Inilah Arti Selogan "Piye Kabare, Iseh Penak Jamanku Tho?" Milik Pak Harto

"Piye kabare, iseh penak jamanku tho" Itulah selogan dengan bergambar pak Harto dengan melambaikan tangan. Selogan tersebut sering sekali kita jumpai entah dimanapun, di angkutan, dipasar, di sepanduk, dan juga di media-media sosial sperti facebook dan lain-lain. Kalimat dengan bergambar mantan persiden orde baru tersebut memang mengundang banyak perhatian orang, sehingga banyak orang yang dengan sengaja memajang gambar tersebut.

Memang tidak dipungkiri, masyarakat Indonesia masih merindukan pemerintahan Soeharto. Masyarakat menilai hidup dijaman orde baru lebih sejahtera dibanding jaman sekarang. Karena hal tersebutlah muncul selogan "Piye kabare, iseh penak jamanku tho" dengan gambar pak Harto yang tersenyum sambil melambaikan tangan.

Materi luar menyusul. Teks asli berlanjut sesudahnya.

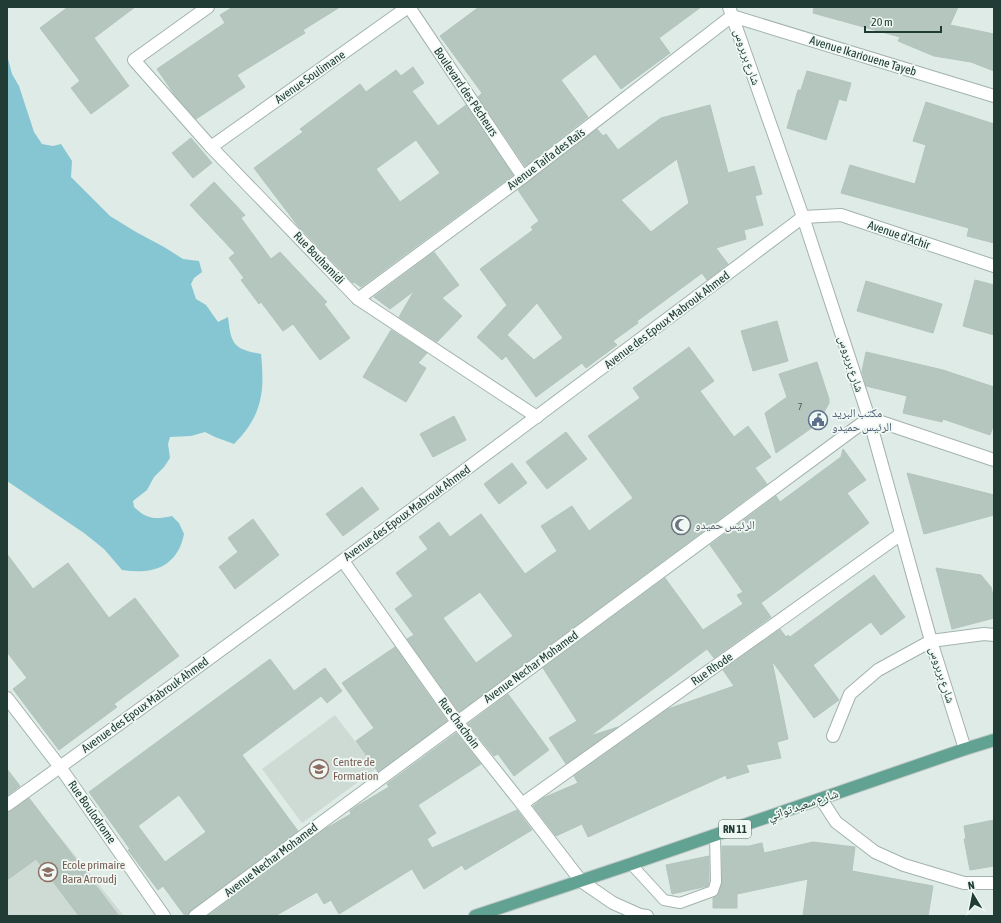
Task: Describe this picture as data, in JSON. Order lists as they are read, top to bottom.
{
  "streets": {
    "main road": ["شارع سعيد تواتي", "RN 11"],
    "street": [
      "Avenue Ikariouene Tayeb",
      "شارع بربروس",
      "Avenue Soulimane",
      "Boulevard des Pêcheurs",
      "Avenue Taifa des Raïs",
      "Avenue d'Achir",
      "Rue Bouhamidi",
      "Avenue des Epoux Mabrouk Ahmed",
      "Avenue Nechar Mohamed",
      "Rue Rhode",
      "Rue Chachoin",
      "Rue Boulodrome"
    ]
  },
  "crossings": [
    ["Avenue Ikariouene Tayeb", "شارع بربروس"],
    ["Avenue Ikariouene Tayeb", "Avenue Taifa des Raïs"],
    ["شارع بربروس", "Avenue Taifa des Raïs"],
    ["شارع بربروس", "Avenue d'Achir"],
    ["شارع بربروس", "Avenue des Epoux Mabrouk Ahmed"],
    ["شارع بربروس", "Avenue Nechar Mohamed"],
    ["شارع بربروس", "Rue Rhode"],
    ["شارع بربروس", "شارع سعيد تواتي"],
    ["Avenue Soulimane", "Boulevard des Pêcheurs"],
    ["Avenue Soulimane", "Rue Bouhamidi"],
    ["Boulevard des Pêcheurs", "Avenue Taifa des Raïs"],
    ["Avenue Taifa des Raïs", "Rue Bouhamidi"],
    ["Avenue d'Achir", "Avenue des Epoux Mabrouk Ahmed"],
    ["Rue Bouhamidi", "Avenue des Epoux Mabrouk Ahmed"],
    ["Avenue des Epoux Mabrouk Ahmed", "Rue Chachoin"],
    ["Avenue des Epoux Mabrouk Ahmed", "Rue Boulodrome"],
    ["Avenue Nechar Mohamed", "Rue Chachoin"],
    ["Rue Rhode", "Rue Chachoin"],
    ["Rue Chachoin", "شارع سعيد تواتي"]
  ],
  "places": {
    "public building": ["مكتب البريد الرئيس حميدو"],
    "mosque": ["الرئيس حميدو"],
    "school or university": ["Centre de Formation", "Ecole primaire Bara Arroudj"]
  },
  "house_numbers": ["7"],
  "scale_bar": "20 m",
  "north": "top"
}
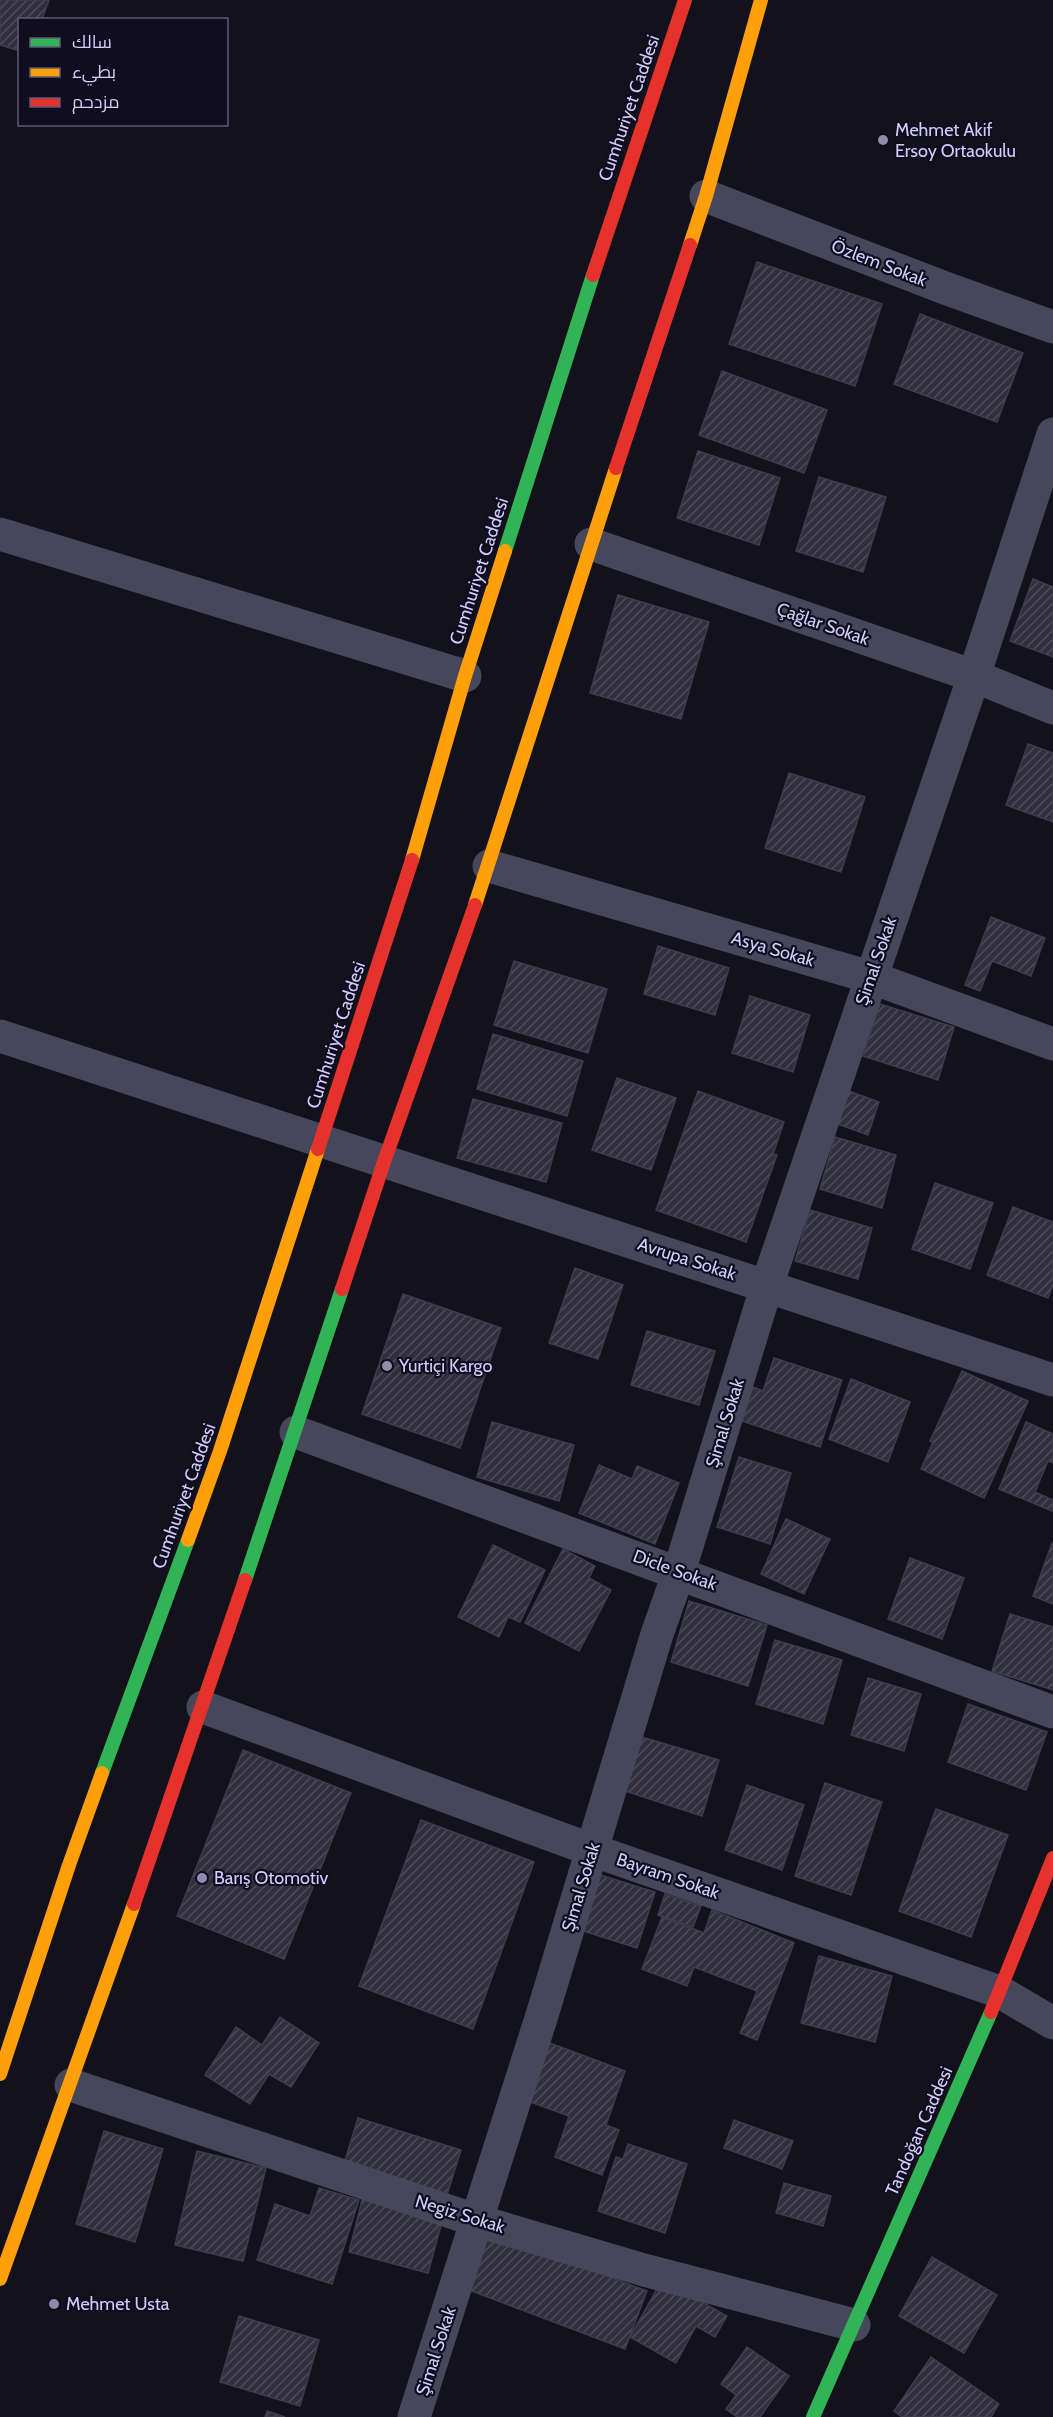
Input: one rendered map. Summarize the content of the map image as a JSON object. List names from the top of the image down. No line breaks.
{"streets":{"main road":["Cumhuriyet Caddesi","Tandoğan Caddesi"],"street":["Özlem Sokak","Çağlar Sokak","Asya Sokak","Şimal Sokak","Avrupa Sokak","Dicle Sokak","Bayram Sokak","Negiz Sokak"]},"crossings":[["Cumhuriyet Caddesi","Avrupa Sokak"],["Çağlar Sokak","Şimal Sokak"],["Asya Sokak","Şimal Sokak"],["Şimal Sokak","Avrupa Sokak"],["Şimal Sokak","Dicle Sokak"],["Şimal Sokak","Bayram Sokak"],["Şimal Sokak","Negiz Sokak"],["Bayram Sokak","Tandoğan Caddesi"],["Tandoğan Caddesi","Negiz Sokak"]],"places":["Mehmet Akif Ersoy Ortaokulu","Yurtiçi Kargo","Barış Otomotiv","Mehmet Usta"],"legend":["سالك","بطيء","مزدحم"]}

Menurut sosiolog Musni Umar, selogan itu memang tidak salah, hal ini dikarenakan masyarakan sangat mudah untuk membeli kebutuhan pokok pada jaman orde baru, sangat berbeda sekali dengan jaman sekarang. "Itu sebabnya sangat normal, rakyat kita masih sehat masih normal. Dulu dijaman Soeharto apa-apa murah, setelah refotmasi sembako mahal, yang paling menderita rakyat yang tidak punya penghasilan tetap. Sebenarnya kerinduan rakyat ke Soeharto itu karena sembako itu" Ujar Musni Umar.

Inilah Arti Selogan Piye Kabare, Iseh Penak Jamanku Tho Milik Pak Harto

Setelah reformasi memang ekonomi Indonesia diserahkan pada mekanisme pasar. Oleh sebab itu pengusaha yang memiliki modal besar akan dengan mudah menguasai perekonomian. Akibatnya harga kebutuhan pokok tidak dapat dikontrol oleh negara. Rakyat kecil menjerit dan merindukan masa orde baru yang serba murah.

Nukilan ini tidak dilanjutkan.